Se juntaron en el Etihad dos súper equipos, que aunque se empeñen en negarlo, van a estar disputando la Premier League hasta las jornadas finales. Dos equipos con carencias, pero que pueden disimularlas gracias a la calidad que poseen. Lo que pasa es que en uno de los dos está Mourinho, y eso rompe la baraja.

Cincuenta minutos antes del inicio del partido ya sabíamos que iba a ser de los que definen campeonatos. El Manchester City con Dzeko y Negredo arriba, quitándose de encima cualquier ilusión de parapetarse; el Chelsea con cemento armado (Luiz, Matic) en la sala de máquinas y Ramires por Óscar para que Willian ocupase el carril central. Ataque jovial contra defensa industrial como punto de partida. Pero solo eso, de partida.

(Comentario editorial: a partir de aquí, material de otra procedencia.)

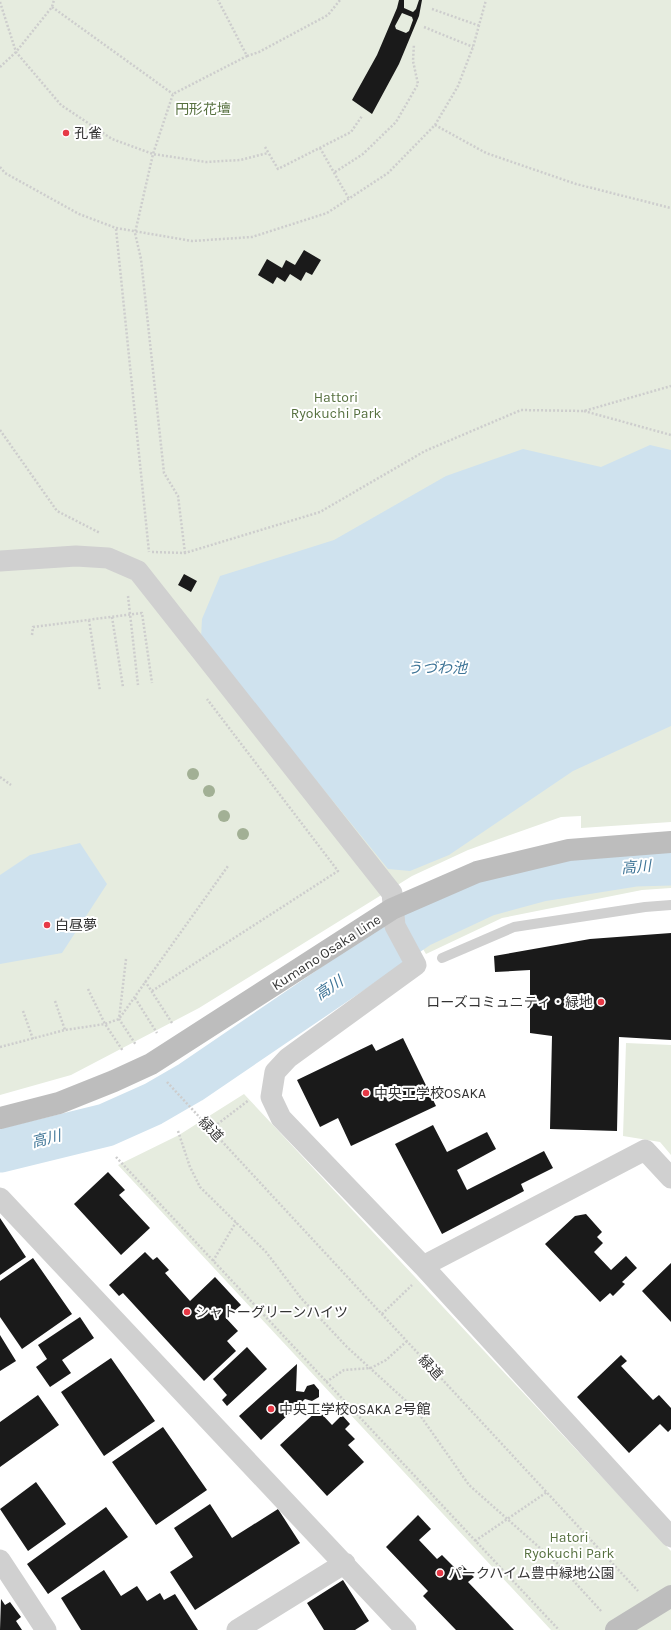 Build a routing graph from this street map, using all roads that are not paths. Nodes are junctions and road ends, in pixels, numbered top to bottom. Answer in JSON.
{"nodes":[{"id":1,"x":0,"y":561,"type":"edge"},
{"id":2,"x":0,"y":569,"type":"edge"},
{"id":3,"x":671,"y":842,"type":"edge"},
{"id":4,"x":671,"y":905,"type":"edge"},
{"id":5,"x":393,"y":918,"type":"junction"},
{"id":6,"x":442,"y":958,"type":"dead end"},
{"id":7,"x":0,"y":1118,"type":"edge"},
{"id":8,"x":671,"y":1178,"type":"edge"},
{"id":9,"x":0,"y":1198,"type":"edge"},
{"id":10,"x":423,"y":1266,"type":"junction"},
{"id":11,"x":671,"y":1537,"type":"edge"},
{"id":12,"x":0,"y":1560,"type":"edge"},
{"id":13,"x":345,"y":1563,"type":"junction"},
{"id":14,"x":671,"y":1596,"type":"edge"},
{"id":15,"x":611,"y":1623,"type":"edge"},
{"id":16,"x":46,"y":1630,"type":"edge"},
{"id":17,"x":237,"y":1630,"type":"edge"},
{"id":18,"x":406,"y":1630,"type":"edge"}],
"edges":[{"from":1,"to":5,"type":"street"},
{"from":2,"to":5,"type":"street"},
{"from":3,"to":5,"type":"main road","name":"Kumano Osaka Line"},
{"from":4,"to":6,"type":"lane"},
{"from":5,"to":7,"type":"main road","name":"Kumano Osaka Line"},
{"from":5,"to":10,"type":"street"},
{"from":8,"to":10,"type":"street"},
{"from":9,"to":13,"type":"street"},
{"from":10,"to":11,"type":"street"},
{"from":12,"to":16,"type":"street"},
{"from":13,"to":17,"type":"street"},
{"from":13,"to":18,"type":"street"},
{"from":14,"to":15,"type":"main road","bridge":true}]}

Arrancó el partido con el equipo de Pellegrini jugando con prisa y sin pausa atropellando a su rival. Tras una jugada que recordó, pero a la inversa, a la que condenó a Hart a la suplencia, comenzó el partido de Touré. El costamarfileño a penas fue compañero de Demichelis -el hoy otro centrocampista-. Atrás solo bajaba a buscar el balón cuando este tardaba en llegarle, quedando patentes ciertos desbarajustes en la nueva pareja. La fórmula parecía casar bien por momentos, con el ex del Barça activando sectores y jugadores con todas las superficies de su pie y llegando al balcón del área causando cierto pavor. Tanta ventaja generaba en carrera que los dos puntas mostraban comportamientos muy abiertos cayendo mucho a banda.

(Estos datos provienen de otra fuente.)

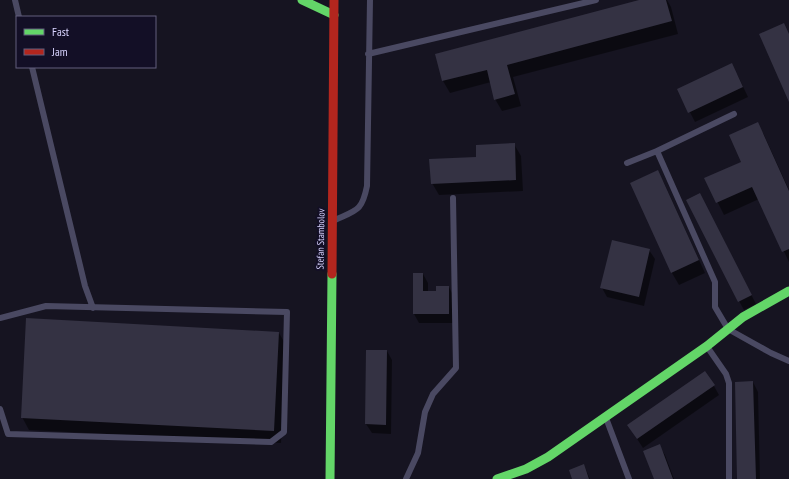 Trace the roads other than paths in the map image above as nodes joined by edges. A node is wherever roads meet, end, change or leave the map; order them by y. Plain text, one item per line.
1 (15, 0) edge
2 (302, 0) edge
3 (334, 0) edge
4 (370, 0) edge
5 (596, 0) edge
6 (334, 15) junction
7 (19, 16) edge
8 (368, 54) junction
9 (32, 68) edge
10 (734, 114) dead end
11 (658, 151) junction
12 (627, 163) dead end
13 (453, 198) dead end
14 (332, 221) junction
15 (789, 291) edge
16 (93, 308) junction
17 (0, 318) edge
18 (728, 329) junction
19 (707, 346) junction
20 (789, 361) edge
21 (0, 409) edge
22 (605, 416) junction
23 (330, 479) edge
24 (406, 479) edge
25 (497, 479) edge
26 (629, 479) edge
27 (729, 479) edge

1 - 7 lane
2 - 6 street
3 - 6 street, Stefan Stambolov
4 - 8 lane
5 - 8 lane
6 - 14 street, Stefan Stambolov
8 - 14 lane
9 - 16 lane
10 - 11 lane
11 - 12 lane
11 - 18 lane
13 - 24 lane
14 - 23 street, Stefan Stambolov
15 - 18 street
16 - 17 lane
16 - 21 lane
18 - 19 street
18 - 20 lane
19 - 22 street
19 - 27 lane
22 - 25 street
22 - 26 lane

Pero la marea bajó y aparecieron todas las costuras citizen. Las mismas que Pep descubrió hace unos meses. La espalda de Touré, Silva y Navas no era una autopista, era una autovía que no exigía peaje y ahí Hazard reventó el partido. Partiendo desde la izquierda y lanzado con balón, sus movimientos se completaban con William sin él: el primero fuera-dentro, el segundo dentro-fuera para ir al costado donde en el Shakhtar parecía comprar un billete para Brasil. Toda la tarea defensiva quedaba en pies de Demichelis, Kompany y Nastasic, que obligados a reflexionar y leer la jugada hicieron aguas. No es que los blues encontrasen el hueco entre líneas, es que no había líneas. Los arrebatos del Chelsea espaciaban y alargaban a su rival, y ahí se cambió el signo del partido.

Mourinho leyó el hueco que Pellegrini había creado pensando que no tendría consecuencias, y solo un punto de calidad arriba impidió que el dominio sirviese para cerrar el marcador. Eso y la madera que hasta en tres ocasiones se alió con el hasta hoy líder de la Premier.

Tras la tercera vez que el palo repelió el intento de la pelotita por besar las mallas el partido se volvió a equilibrar. Yaya, que tras el descanso había matizado un poquito su posición retrocediendo unos metros y Silva que se quedó establecido definitivamente en el carril central –y mirando a la derecha- comenzaron a enlazar jugadas que pudieron igualar el marcador. No fue así, como tampoco fue la sentencia del Chelsea. Pero a los de Mourinho les daba igual: es una certeza que siguen luchando por la Premier como los que más. Las dudas… para Pellegrini.